Starting in September, the French capital, also an artistic and committed city, will serve the climate cause by hosting the first Photoclimat biennial. Therefore, 11 places in the center of the city as well as 6 institutions of the Greater Paris will go green by presenting more than 20 artists and 40 associations participating in the project.
The Biennial of Photoclimat
Photoclimat was born from the alliance between the artist photographer, director and visual artist Nicolas Henry and the association LeTourDunMonde to respond to the climate emergency with striking visuals.
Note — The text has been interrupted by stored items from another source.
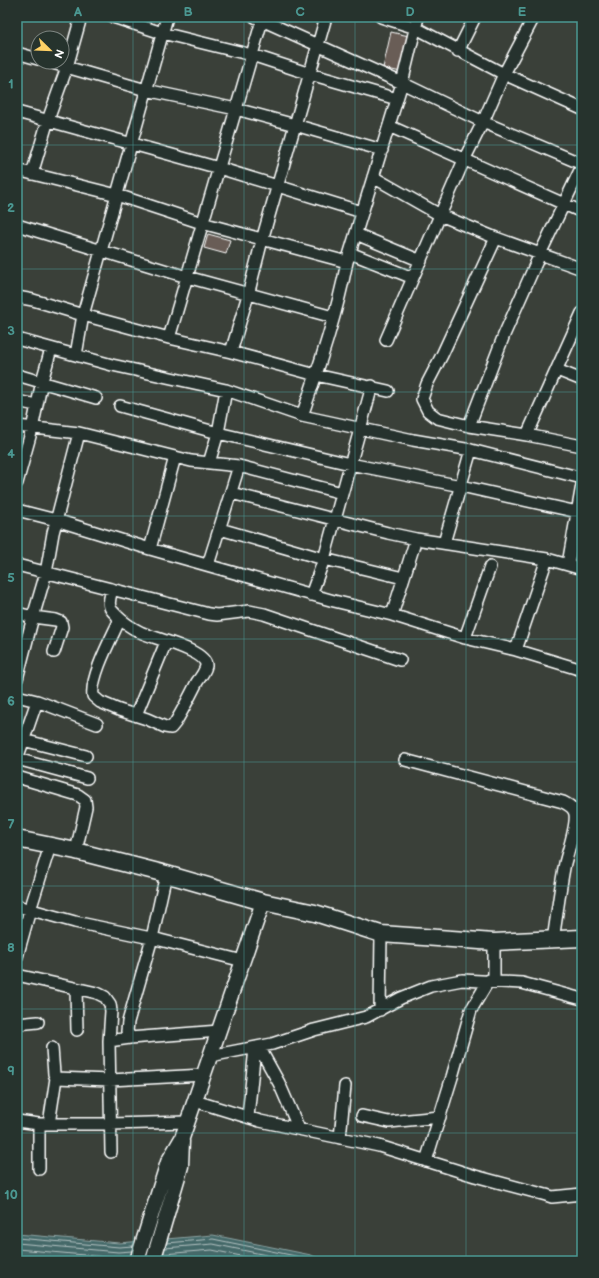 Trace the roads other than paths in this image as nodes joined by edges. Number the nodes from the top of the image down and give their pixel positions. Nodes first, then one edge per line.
1 (80, 17) edge
2 (113, 17) edge
3 (167, 17) edge
4 (326, 17) edge
5 (381, 17) edge
6 (475, 17) edge
7 (534, 17) edge
8 (260, 18) edge
9 (417, 23) edge
10 (162, 33) junction
11 (318, 46) junction
12 (458, 51) junction
13 (17, 53) edge
14 (70, 55) edge
15 (252, 55) junction
16 (30, 57) edge
17 (70, 68) edge
18 (66, 70) edge
19 (310, 74) junction
20 (504, 74) junction
21 (402, 83) junction
22 (146, 90) junction
23 (397, 99) junction
24 (236, 109) junction
25 (582, 109) edge
26 (17, 112) edge
27 (48, 120) junction
28 (483, 122) junction
29 (296, 125) junction
30 (389, 126) junction
31 (131, 144) junction
32 (382, 150) junction
33 (464, 160) junction
34 (582, 165) edge
35 (219, 168) junction
36 (17, 170) edge
37 (32, 174) junction
38 (373, 177) junction
39 (278, 186) junction
40 (118, 195) junction
41 (564, 204) junction
42 (362, 212) junction
43 (582, 212) edge
44 (440, 215) junction
45 (202, 223) junction
46 (17, 225) edge
47 (356, 234) junction
48 (496, 238) junction
49 (262, 240) junction
50 (101, 251) junction
51 (540, 254) junction
52 (348, 258) junction
53 (421, 261) junction
54 (582, 268) edge
55 (187, 277) junction
56 (413, 278) junction
57 (248, 295) junction
58 (17, 297) edge
59 (83, 315) junction
60 (333, 317) junction
61 (581, 319) edge
62 (169, 338) junction
63 (17, 339) edge
64 (386, 340) dead end
65 (51, 349) junction
66 (231, 352) junction
67 (76, 355) junction
68 (557, 370) junction
69 (17, 375) edge
70 (316, 375) junction
71 (582, 380) edge
72 (42, 381) junction
73 (372, 386) junction
74 (226, 390) junction
75 (388, 391) dead end
76 (96, 398) dead end
77 (17, 401) edge
78 (36, 405) junction
79 (120, 406) dead end
80 (302, 416) junction
81 (17, 426) edge
82 (469, 426) junction
83 (360, 428) junction
84 (32, 429) junction
85 (79, 432) junction
86 (218, 432) junction
87 (527, 435) junction
88 (582, 446) edge
89 (471, 450) junction
90 (175, 457) junction
91 (209, 463) junction
92 (350, 464) junction
93 (239, 466) junction
94 (582, 478) edge
95 (17, 483) edge
96 (582, 485) edge
97 (461, 486) junction
98 (231, 493) junction
99 (342, 493) junction
100 (17, 510) edge
101 (580, 512) edge
102 (56, 520) junction
103 (334, 520) junction
104 (220, 529) junction
105 (416, 539) junction
106 (444, 543) junction
107 (150, 549) junction
108 (324, 559) junction
109 (547, 559) junction
110 (568, 564) junction
111 (208, 565) junction
112 (17, 566) edge
113 (490, 567) dead end
114 (582, 569) edge
115 (46, 573) junction
116 (403, 578) junction
117 (112, 589) junction
118 (311, 595) junction
119 (17, 613) edge
120 (392, 615) junction
121 (33, 617) junction
122 (120, 619) junction
123 (466, 638) junction
124 (166, 642) junction
125 (516, 650) junction
126 (54, 652) dead end
127 (400, 660) dead end
128 (582, 670) edge
129 (17, 679) edge
130 (17, 696) edge
131 (37, 701) junction
132 (136, 715) junction
133 (97, 724) dead end
134 (23, 740) junction
135 (86, 756) dead end
136 (17, 759) edge
137 (405, 760) dead end
138 (17, 777) edge
139 (86, 778) dead end
140 (17, 839) edge
141 (50, 846) junction
142 (76, 851) junction
143 (166, 874) junction
144 (263, 902) junction
145 (17, 906) edge
146 (30, 910) junction
147 (381, 934) junction
148 (152, 938) junction
149 (582, 938) edge
150 (553, 940) junction
151 (494, 942) junction
152 (17, 957) edge
153 (243, 961) junction
154 (17, 975) edge
155 (491, 981) junction
156 (76, 989) junction
157 (582, 999) edge
158 (380, 1010) junction
159 (38, 1022) dead end
160 (17, 1024) edge
161 (77, 1030) dead end
162 (219, 1031) junction
163 (130, 1038) junction
164 (109, 1041) junction
165 (52, 1048) dead end
166 (257, 1048) junction
167 (210, 1056) junction
168 (204, 1076) junction
169 (56, 1078) junction
170 (110, 1080) junction
171 (345, 1086) dead end
172 (195, 1101) junction
173 (362, 1116) dead end
174 (248, 1117) junction
175 (440, 1117) junction
176 (17, 1121) edge
177 (188, 1122) junction
178 (44, 1124) junction
179 (110, 1124) junction
180 (299, 1129) junction
181 (340, 1138) junction
182 (111, 1152) dead end
183 (426, 1161) junction
184 (175, 1164) junction
185 (39, 1169) dead end
186 (582, 1194) edge
187 (137, 1261) edge
188 (153, 1261) edge

1 - 14 street
2 - 10 street
3 - 10 street
4 - 11 street
5 - 9 street
6 - 12 street
7 - 20 street
8 - 11 street
8 - 15 street
9 - 12 street
9 - 21 street
10 - 15 street
10 - 22 street
11 - 19 street
11 - 21 street
12 - 20 street
13 - 16 street
15 - 19 street
15 - 24 street
17 - 22 street
18 - 27 street
19 - 23 street
19 - 29 street
20 - 25 street
20 - 28 street
21 - 23 street
21 - 28 street
22 - 24 street
22 - 31 street
23 - 30 street
24 - 29 street
24 - 35 street
26 - 27 street
27 - 31 street
27 - 37 street
28 - 33 street
28 - 34 street
29 - 32 street
29 - 39 street
30 - 32 street
30 - 33 street
31 - 35 street
31 - 40 street
32 - 38 street
33 - 41 street
33 - 44 street
34 - 41 street
35 - 39 street
35 - 45 street
36 - 37 street
37 - 40 street
38 - 42 street
38 - 44 street
39 - 42 street
39 - 49 street
40 - 45 street
40 - 50 street
41 - 43 street
41 - 51 street
42 - 47 street
44 - 48 street
44 - 53 street
45 - 49 street
45 - 55 street
46 - 50 street
47 - 52 street
47 - 53 street
48 - 51 street
48 - 82 street
49 - 52 street
49 - 57 street
50 - 55 street
50 - 59 street
51 - 54 street
51 - 82 street
52 - 56 street
52 - 60 street
53 - 56 street
55 - 57 street
55 - 62 street
56 - 64 street
57 - 60 street
57 - 66 street
58 - 59 street
59 - 62 street
59 - 67 street
60 - 70 street
61 - 68 street
62 - 66 street
63 - 65 street
65 - 67 street
65 - 72 street
66 - 70 street
67 - 74 street
68 - 71 street
68 - 87 street
69 - 72 street
70 - 73 street
70 - 80 street
72 - 76 street
72 - 78 street
73 - 75 street
73 - 83 street
74 - 80 street
74 - 86 street
77 - 78 street
78 - 84 street
79 - 86 street
80 - 83 street
81 - 84 street
82 - 87 street
83 - 89 street
83 - 92 street
84 - 85 street
84 - 95 street
85 - 90 street
85 - 102 street
86 - 91 street
86 - 92 street
87 - 88 street
89 - 94 street
89 - 97 street
90 - 91 street
90 - 107 street
91 - 93 street
92 - 97 street
92 - 99 street
93 - 98 street
93 - 99 street
96 - 101 street
97 - 101 street
97 - 106 street
98 - 103 street
98 - 104 street
99 - 103 street
100 - 102 street
101 - 110 street
102 - 107 street
102 - 115 street
103 - 105 street
103 - 108 street
104 - 108 street
104 - 111 street
105 - 106 street
105 - 116 street
106 - 109 street
107 - 111 street
108 - 116 street
108 - 118 street
109 - 110 street
109 - 125 street
110 - 114 street
111 - 118 street
112 - 115 street
113 - 123 street
115 - 117 street
115 - 121 street
116 - 120 street
117 - 122 street
117 - 127 street
118 - 120 street
119 - 121 street
120 - 123 street
121 - 126 street
121 - 129 street
122 - 124 street
122 - 132 street
123 - 125 street
124 - 132 street
124 - 132 street
125 - 128 street
130 - 131 street
131 - 133 street
131 - 134 street
134 - 135 street
134 - 136 street
136 - 139 street
137 - 150 street
138 - 142 street
140 - 141 main road
141 - 142 main road
141 - 146 street
142 - 143 main road
143 - 144 main road
143 - 148 street
144 - 147 main road
144 - 153 street
145 - 146 street
146 - 148 street
146 - 152 street
147 - 151 main road
147 - 158 street
148 - 153 street
148 - 163 street
149 - 150 main road
150 - 151 main road
151 - 155 street
153 - 162 street
154 - 156 street
155 - 157 street
155 - 158 street
155 - 175 street
156 - 161 street
156 - 164 street
158 - 166 street
159 - 160 street
162 - 163 street
162 - 167 street
163 - 164 street
164 - 170 street
165 - 169 street
166 - 167 street
166 - 174 street
166 - 180 street
167 - 168 street
168 - 170 street
168 - 172 street
169 - 170 street
169 - 178 street
170 - 179 street
171 - 181 street
172 - 174 street
172 - 177 street
173 - 175 street
174 - 180 street
175 - 183 street
176 - 178 street
177 - 179 street
177 - 184 street
178 - 179 street
178 - 185 street
179 - 182 street
180 - 181 street
181 - 183 street
183 - 186 street
184 - 187 street
184 - 188 street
This event reconciles the artistic world with the ecological one by presenting about twenty artists committed to the environmental cause by pairing them with associations whose projects for a greener world, respectful of man and nature, are implemented.
In order to make the future, many young people took part in the project voluntarily or within the framework of an internship of end of study and set up the exhibitions all eco-constructed with ecological materials or resulting from the recycling. Free and open to all, the outdoor exhibitions will be available in several Parisian places. The roadmap is available on the Photoclimat Biennial website.
Tamara Dean and Nitidæ
Australian artist photographer born in 1976, Tamara Dean has made her profession her way of expressing herself. She worked as a staff photographer at The Sydney Morning Herald (SMH) from 2001 to 2014 and has had several exhibitions since her first conceptually-based series in 2005 entitled "Ritualism" which gained her a gallery representation, launching her international career now represented by Michael Reid.
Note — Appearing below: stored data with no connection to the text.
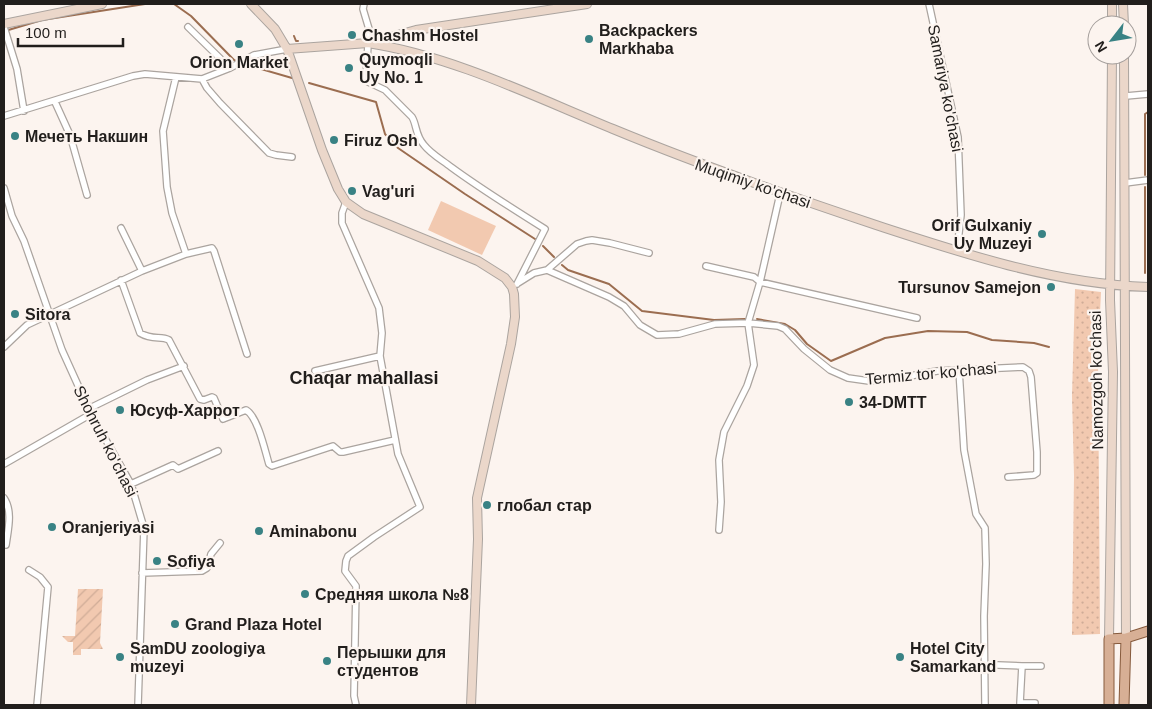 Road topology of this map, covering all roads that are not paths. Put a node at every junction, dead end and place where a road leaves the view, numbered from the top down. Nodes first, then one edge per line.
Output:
1 (102, 4) edge
2 (251, 4) edge
3 (364, 4) edge
4 (587, 4) edge
5 (929, 4) edge
6 (4, 26) edge
7 (188, 27) dead end
8 (368, 43) junction
9 (287, 49) junction
10 (1112, 65) edge
11 (1124, 65) edge
12 (230, 68) junction
13 (176, 77) junction
14 (202, 78) junction
15 (1148, 94) edge
16 (1126, 96) junction
17 (55, 102) junction
18 (24, 111) junction
19 (4, 116) edge
20 (292, 157) dead end
21 (1146, 181) edge
22 (1125, 183) junction
23 (4, 188) edge
24 (780, 194) junction
25 (87, 195) dead end
26 (346, 202) junction
27 (121, 228) dead end
28 (958, 251) junction
29 (649, 253) dead end
30 (186, 254) junction
31 (706, 266) dead end
32 (547, 270) junction
33 (142, 271) junction
34 (122, 280) junction
35 (760, 282) junction
36 (1110, 285) junction
37 (514, 286) junction
38 (1124, 286) junction
39 (1148, 287) edge
40 (50, 315) junction
41 (917, 318) dead end
42 (748, 323) junction
43 (4, 347) edge
44 (247, 354) dead end
45 (380, 356) junction
46 (184, 366) junction
47 (959, 370) junction
48 (315, 371) dead end
49 (90, 412) junction
50 (395, 440) junction
51 (1112, 449) junction
52 (218, 451) dead end
53 (1127, 451) junction
54 (4, 464) edge
55 (1008, 477) dead end
56 (131, 484) junction
57 (4, 498) edge
58 (719, 530) dead end
59 (220, 543) dead end
60 (6, 545) dead end
61 (29, 570) dead end
62 (142, 573) junction
63 (1148, 631) edge
64 (1126, 638) junction
65 (1109, 640) junction
66 (998, 665) dead end
67 (1022, 666) junction
68 (1040, 666) dead end
69 (1035, 703) dead end
70 (37, 705) edge
71 (138, 705) edge
72 (356, 705) edge
73 (471, 705) edge
74 (985, 705) edge
75 (1108, 705) edge
76 (1124, 705) edge

1 - 6 main road
2 - 9 main road
3 - 8 street
4 - 8 main road
5 - 28 street, Samariya ko'chasi
6 - 18 street
7 - 12 street
8 - 9 main road
8 - 24 main road, Muqimiy ko'chasi
8 - 37 street
9 - 12 street
9 - 26 main road
10 - 36 main road, Namozgoh ko'chasi
11 - 16 main road, Namozgoh ko'chasi
12 - 14 street
13 - 14 street
13 - 17 street
13 - 30 street
14 - 20 street
15 - 16 street
16 - 22 main road, Namozgoh ko'chasi
17 - 18 street
17 - 25 street
18 - 19 street
21 - 22 street
22 - 38 main road, Namozgoh ko'chasi
23 - 40 street, Shohruh ko'chasi
24 - 28 main road, Muqimiy ko'chasi
24 - 35 street
26 - 37 main road
26 - 45 street
27 - 33 street
28 - 36 main road, Muqimiy ko'chasi
29 - 32 street
30 - 33 street
30 - 44 street
31 - 35 street
32 - 37 street
32 - 42 street, Termiz tor ko'chasi
33 - 34 street
34 - 40 street
34 - 46 street
35 - 41 street
35 - 42 street
36 - 38 main road, Muqimiy ko'chasi
36 - 51 main road, Namozgoh ko'chasi
37 - 73 main road
38 - 39 main road, Muqimiy ko'chasi
38 - 53 main road, Namozgoh ko'chasi
40 - 43 street
40 - 49 street, Shohruh ko'chasi
42 - 47 street, Termiz tor ko'chasi
42 - 58 street
45 - 48 street
45 - 50 street
46 - 49 street
46 - 50 street
47 - 55 street, Termiz tor ko'chasi
47 - 74 street
49 - 54 street
49 - 56 street, Shohruh ko'chasi
50 - 72 street
51 - 53 main road
51 - 65 main road, Namozgoh ko'chasi
52 - 56 street
53 - 64 main road, Namozgoh ko'chasi
56 - 62 street, Shohruh ko'chasi
57 - 60 street
59 - 62 street
61 - 70 street
62 - 71 street, Shohruh ko'chasi
63 - 64 main road
64 - 65 main road
64 - 76 main road, Namozgoh ko'chasi
65 - 75 main road, Namozgoh ko'chasi
66 - 67 street
67 - 68 street
67 - 69 street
For this occasion, Nitidæ went to meet her. Tamara testifies:
Nitidæ: "How did you become a photographer and how does your work define you?"
Tamara: "Initially I began by photographing the people closest to me and the world in which we inhabited. In 2001 I was awarded a traineeship with the Australian broadsheet newspaper, The Sydney Morning Herald (SMH) where I ended up working as a staff photographer for over a decade (until 2014). During this period I was also a member of the Australian photographic collective Oculi and represented by Agence Vu, Paris. In 2005 I exhibited my first conceptually based series 'Ritualism', gaining gallery representation. I have been exhibiting ever since. I am now represented by Michael Reid - Sydney + Berlin."
Nitidæ: "What being a photographer representing the link between Human and Nature does mean for you?"
Tamara: "Photography is my way of broadly communicating my values and concerns. I feel that the predominant Western view of nature has led to humanity drifting from the reality that we, humans, are part of nature. Part of an ecosystem so much larger than ourselves. I aim for my work to help bridge that gap in our thinking/consciousness."
Nitidæ: "When you accepted being part of this event, did you choose to associate your work with Nitidæ?"
Tamara: "I was unaware of Nitidæ prior to my involvement in this event. Preservation of our environment, conservation and sustainability are of key importance to me and to the future of life on earth. My values align with these core Nitidæ objectives."
©Tamara Dean & Michael Reid SydneyBerlin_Tumbling through the treetops, 2020
Courtesy of the artist Tamara Dean and Michael Reid (Sydney + Berlin)
If the relationship between Mankind and Nature is at the heart of her different exhibitions, it's to assert the decadence of human beings and current governments who only act for an establishment of their power. Tamara regrets the lack of action particularly in Australia, which remains one of the most climate-sceptic countries today. While the national debate has been re-initiated in the wake of the devastating fires of 2019-2020, with reports of over 3 billion animals killed or displaced and over 8.5 million hectares of forest burned, political denial and media misinformation persist.
Present at the Photoclimat Biennial, she is now honoring us by associating her name with our association with the exhibition delivered in the Canopée des Halles. In September 2021, Tamara will exhibit a new series entitled "High Jinks in the Hydrangeas" whose works are the result of the traumatism of the Australian bushfires of 2019-2020 which led her and her family to evacuate their home several times.
And for the first time, Tamara decided to use her own body as a model.